A 52 ans, M. Kindiki a été propulsé sur le devant de la scène internationale lorsqu'il a défendu avec succès M. Ruto à la Cour pénale internationale (CPI). M. Ruto y était, avec d'autres dirigeants kényans, accusé d'implication dans des crimes commis lors des violences post-électorales au Kenya en 2007, des poursuites finalement abandonnées.

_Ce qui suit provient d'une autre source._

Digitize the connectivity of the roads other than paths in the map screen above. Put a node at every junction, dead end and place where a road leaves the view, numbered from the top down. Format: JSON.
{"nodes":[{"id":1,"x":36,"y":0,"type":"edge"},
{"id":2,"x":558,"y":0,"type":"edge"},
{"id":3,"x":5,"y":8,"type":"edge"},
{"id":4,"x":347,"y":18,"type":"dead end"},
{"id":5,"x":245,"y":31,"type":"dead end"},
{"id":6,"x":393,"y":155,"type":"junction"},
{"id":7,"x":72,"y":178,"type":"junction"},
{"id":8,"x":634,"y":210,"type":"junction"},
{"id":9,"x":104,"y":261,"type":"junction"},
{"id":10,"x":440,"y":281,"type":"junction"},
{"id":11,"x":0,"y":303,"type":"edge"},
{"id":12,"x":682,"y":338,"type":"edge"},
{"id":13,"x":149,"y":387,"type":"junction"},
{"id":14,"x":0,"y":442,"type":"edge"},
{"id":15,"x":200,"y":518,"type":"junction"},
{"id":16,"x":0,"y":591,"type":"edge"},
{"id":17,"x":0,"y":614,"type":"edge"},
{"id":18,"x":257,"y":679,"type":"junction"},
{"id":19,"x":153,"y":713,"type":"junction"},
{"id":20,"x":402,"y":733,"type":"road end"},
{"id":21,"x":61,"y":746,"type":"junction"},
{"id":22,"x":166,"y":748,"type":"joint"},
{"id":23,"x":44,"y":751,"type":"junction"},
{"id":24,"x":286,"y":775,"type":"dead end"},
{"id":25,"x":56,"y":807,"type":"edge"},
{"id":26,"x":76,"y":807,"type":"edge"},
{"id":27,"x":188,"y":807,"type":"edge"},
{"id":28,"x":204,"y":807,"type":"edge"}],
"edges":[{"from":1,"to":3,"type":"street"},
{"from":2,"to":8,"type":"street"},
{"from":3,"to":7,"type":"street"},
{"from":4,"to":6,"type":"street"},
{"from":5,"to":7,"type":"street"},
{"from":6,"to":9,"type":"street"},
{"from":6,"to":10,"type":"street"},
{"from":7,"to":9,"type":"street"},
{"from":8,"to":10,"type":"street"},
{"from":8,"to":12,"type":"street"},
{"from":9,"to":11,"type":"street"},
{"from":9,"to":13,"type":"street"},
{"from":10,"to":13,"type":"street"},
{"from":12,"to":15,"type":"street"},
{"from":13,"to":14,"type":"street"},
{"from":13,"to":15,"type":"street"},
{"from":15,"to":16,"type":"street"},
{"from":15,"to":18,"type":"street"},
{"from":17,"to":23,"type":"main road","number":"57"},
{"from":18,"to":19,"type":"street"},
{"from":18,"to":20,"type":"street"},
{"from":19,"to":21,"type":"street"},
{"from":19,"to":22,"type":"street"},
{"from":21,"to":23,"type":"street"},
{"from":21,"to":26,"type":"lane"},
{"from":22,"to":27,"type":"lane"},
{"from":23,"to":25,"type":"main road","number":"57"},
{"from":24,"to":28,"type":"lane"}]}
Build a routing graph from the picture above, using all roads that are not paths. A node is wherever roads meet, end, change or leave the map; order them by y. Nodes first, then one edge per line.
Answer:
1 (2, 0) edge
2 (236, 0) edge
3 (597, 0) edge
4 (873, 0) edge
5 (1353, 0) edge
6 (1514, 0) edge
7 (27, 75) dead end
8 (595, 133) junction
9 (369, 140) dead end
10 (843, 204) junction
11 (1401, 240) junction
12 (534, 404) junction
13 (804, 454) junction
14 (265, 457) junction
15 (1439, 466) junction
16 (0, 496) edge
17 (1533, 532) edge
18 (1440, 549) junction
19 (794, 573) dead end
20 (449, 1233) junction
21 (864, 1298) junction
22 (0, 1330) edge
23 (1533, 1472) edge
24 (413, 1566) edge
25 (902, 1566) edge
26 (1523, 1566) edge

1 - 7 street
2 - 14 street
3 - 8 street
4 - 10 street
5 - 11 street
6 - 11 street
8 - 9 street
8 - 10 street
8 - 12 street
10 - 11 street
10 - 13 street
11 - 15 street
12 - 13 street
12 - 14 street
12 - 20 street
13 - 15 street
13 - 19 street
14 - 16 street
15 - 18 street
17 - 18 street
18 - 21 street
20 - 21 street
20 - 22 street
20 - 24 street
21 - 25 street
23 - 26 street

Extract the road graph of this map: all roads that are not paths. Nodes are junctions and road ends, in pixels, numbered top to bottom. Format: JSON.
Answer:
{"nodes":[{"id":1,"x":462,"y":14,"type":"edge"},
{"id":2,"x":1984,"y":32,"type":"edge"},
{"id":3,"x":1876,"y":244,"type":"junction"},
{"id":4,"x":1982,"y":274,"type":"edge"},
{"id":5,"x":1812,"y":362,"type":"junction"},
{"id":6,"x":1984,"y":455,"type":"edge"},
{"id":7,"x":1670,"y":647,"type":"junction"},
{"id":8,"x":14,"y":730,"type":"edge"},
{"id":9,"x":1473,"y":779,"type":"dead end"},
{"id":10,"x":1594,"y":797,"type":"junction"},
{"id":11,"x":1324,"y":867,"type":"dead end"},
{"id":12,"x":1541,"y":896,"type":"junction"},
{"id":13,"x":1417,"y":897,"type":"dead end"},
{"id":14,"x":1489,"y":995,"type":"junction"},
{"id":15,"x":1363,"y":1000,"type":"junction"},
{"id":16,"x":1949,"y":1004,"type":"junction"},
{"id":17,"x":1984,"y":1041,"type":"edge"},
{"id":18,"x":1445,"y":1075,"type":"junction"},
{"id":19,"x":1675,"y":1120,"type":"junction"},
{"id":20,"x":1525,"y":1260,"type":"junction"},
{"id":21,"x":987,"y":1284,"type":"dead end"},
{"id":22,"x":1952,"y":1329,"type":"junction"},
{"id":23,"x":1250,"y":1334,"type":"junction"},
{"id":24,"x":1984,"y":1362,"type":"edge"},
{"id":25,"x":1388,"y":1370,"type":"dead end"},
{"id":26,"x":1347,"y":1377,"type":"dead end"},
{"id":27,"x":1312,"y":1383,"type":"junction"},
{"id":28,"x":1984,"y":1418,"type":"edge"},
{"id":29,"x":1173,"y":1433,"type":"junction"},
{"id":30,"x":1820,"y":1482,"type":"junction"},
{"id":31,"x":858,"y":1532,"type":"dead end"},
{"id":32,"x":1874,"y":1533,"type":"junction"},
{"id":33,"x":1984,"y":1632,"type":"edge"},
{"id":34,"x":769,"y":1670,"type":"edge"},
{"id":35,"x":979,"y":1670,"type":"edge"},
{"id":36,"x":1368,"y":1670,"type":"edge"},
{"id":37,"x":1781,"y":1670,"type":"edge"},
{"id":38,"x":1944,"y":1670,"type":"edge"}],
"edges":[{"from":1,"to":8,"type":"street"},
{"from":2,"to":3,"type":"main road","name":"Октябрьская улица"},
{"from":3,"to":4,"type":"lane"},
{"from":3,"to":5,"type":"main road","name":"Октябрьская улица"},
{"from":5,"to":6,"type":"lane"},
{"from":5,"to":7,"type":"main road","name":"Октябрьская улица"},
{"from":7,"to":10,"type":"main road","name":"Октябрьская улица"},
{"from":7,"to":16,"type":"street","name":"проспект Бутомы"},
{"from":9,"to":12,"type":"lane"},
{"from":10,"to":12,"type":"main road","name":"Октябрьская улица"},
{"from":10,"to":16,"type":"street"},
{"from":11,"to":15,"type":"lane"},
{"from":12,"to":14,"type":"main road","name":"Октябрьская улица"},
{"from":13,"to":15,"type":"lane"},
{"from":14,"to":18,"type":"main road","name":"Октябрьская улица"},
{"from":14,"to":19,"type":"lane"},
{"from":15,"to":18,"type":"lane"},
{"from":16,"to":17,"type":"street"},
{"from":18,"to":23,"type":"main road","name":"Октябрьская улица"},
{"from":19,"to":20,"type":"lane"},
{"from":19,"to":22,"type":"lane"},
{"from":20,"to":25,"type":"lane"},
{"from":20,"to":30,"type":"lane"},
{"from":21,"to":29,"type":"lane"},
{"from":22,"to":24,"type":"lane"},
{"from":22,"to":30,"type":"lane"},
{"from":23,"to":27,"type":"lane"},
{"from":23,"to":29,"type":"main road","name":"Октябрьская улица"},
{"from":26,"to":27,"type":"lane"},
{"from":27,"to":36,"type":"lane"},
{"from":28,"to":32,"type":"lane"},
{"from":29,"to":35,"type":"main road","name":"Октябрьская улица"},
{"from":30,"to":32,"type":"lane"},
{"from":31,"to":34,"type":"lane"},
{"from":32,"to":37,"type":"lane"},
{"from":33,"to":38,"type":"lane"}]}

M. Kindiki est loué par ses partisans pour son bon sens. Mais il a été vivement critiqué pour avoir défendu les forces de l'ordre lors de manifestations antigouvernementales en juin et juillet, dont la violente répression policière a fait au moins 60 morts. Sa nomination avait d'emblée été approuvée à l’unanimité à l'Assemblée nationale.

M. Ruto avait choisi M. Gachagua comme colistier pour la présidentielle de 2022, malgré sa réputation déjà sulfureuse, marquée par plusieurs accusations de corruption. Doté d'un solide réseau d'influence notamment dans la région stratégique du mont Kenya, cet ancien homme d'affaires de l'ethnie kikuyu – majoritaire dans le pays – a joué un rôle crucial dans la victoire de M. Ruto face à son rival Raila Odinga (50,49% contre 48,85%).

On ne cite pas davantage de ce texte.